▶ PROBLEM: The expected output is a verbatim reprint of the lines from the beginning of the data that follows through the line that contains "pinky tip: (400, 222)".

▶ PROVIDED DATA:
* * *

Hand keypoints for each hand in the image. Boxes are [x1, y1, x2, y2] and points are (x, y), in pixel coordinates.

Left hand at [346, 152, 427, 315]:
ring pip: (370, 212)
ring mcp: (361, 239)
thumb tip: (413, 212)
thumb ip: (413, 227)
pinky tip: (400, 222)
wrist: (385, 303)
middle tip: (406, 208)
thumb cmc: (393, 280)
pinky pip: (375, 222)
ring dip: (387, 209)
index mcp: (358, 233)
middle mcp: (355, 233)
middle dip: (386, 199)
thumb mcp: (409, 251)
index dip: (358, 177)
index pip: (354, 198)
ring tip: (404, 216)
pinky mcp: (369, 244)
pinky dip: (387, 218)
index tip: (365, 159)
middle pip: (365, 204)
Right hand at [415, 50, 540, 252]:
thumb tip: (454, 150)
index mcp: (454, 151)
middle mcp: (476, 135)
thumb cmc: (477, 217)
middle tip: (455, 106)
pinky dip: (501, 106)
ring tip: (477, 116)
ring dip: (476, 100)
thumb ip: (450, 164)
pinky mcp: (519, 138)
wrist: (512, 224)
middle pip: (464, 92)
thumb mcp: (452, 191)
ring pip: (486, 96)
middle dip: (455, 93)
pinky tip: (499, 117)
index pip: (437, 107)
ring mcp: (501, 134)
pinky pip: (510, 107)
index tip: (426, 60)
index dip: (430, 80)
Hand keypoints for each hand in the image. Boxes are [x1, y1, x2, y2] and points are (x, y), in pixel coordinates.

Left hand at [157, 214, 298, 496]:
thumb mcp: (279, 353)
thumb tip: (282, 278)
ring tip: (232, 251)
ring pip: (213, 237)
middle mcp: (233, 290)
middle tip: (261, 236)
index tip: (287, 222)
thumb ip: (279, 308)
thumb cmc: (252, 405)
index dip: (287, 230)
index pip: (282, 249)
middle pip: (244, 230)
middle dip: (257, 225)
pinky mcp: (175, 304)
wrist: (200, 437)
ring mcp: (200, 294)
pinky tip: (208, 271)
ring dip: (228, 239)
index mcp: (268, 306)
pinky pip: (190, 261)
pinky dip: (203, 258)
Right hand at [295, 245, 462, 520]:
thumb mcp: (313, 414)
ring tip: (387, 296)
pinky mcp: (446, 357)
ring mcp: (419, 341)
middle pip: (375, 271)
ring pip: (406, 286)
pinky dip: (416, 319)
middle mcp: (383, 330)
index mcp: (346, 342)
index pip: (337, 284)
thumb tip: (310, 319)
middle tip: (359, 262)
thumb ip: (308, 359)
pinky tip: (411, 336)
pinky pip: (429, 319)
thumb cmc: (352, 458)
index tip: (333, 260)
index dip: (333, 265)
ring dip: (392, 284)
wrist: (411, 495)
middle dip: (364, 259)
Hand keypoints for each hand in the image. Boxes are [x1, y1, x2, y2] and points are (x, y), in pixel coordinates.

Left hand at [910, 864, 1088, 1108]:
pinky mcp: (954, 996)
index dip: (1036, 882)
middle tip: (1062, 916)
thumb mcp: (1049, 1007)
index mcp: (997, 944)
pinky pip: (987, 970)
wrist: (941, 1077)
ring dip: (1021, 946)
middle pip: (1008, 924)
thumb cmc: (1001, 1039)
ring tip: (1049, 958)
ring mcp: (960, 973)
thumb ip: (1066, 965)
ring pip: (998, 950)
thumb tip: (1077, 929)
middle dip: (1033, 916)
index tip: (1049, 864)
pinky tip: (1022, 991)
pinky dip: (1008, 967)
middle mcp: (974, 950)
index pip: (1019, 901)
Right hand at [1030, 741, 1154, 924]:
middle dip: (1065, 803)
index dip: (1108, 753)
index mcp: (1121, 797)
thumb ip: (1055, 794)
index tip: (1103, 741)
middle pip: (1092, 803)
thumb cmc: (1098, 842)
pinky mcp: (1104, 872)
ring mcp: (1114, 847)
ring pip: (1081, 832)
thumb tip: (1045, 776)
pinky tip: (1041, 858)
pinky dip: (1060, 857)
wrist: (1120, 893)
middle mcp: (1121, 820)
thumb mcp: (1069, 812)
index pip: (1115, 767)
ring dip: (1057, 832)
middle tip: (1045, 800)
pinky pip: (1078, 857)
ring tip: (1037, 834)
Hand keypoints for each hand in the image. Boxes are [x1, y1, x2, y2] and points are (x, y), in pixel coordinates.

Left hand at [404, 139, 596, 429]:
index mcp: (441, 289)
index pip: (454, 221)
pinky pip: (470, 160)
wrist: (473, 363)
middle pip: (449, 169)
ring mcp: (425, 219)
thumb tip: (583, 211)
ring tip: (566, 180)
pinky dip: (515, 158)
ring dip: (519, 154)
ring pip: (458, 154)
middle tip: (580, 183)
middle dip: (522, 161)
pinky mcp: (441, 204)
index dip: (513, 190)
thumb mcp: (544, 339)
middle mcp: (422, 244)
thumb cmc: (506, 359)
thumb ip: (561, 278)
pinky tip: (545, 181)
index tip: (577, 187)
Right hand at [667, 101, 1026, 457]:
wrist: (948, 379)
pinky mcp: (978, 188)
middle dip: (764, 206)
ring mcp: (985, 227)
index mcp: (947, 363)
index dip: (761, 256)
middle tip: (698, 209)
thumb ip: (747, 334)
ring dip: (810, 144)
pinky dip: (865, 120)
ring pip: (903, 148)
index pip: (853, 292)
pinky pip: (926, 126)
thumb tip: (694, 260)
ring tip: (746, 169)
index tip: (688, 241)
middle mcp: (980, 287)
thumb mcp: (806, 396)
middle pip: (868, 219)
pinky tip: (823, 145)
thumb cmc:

* * *

▶ WRITTEN ANSWER:
Hand keypoints for each hand in the image. Boxes are [x1, y1, x2, y2] and points are (x, y), in pixel coordinates.

Left hand at [346, 152, 427, 315]:
ring pip: (370, 212)
ring mcp: (361, 239)
thumb tip: (413, 212)
thumb ip: (413, 227)
pinky tip: (400, 222)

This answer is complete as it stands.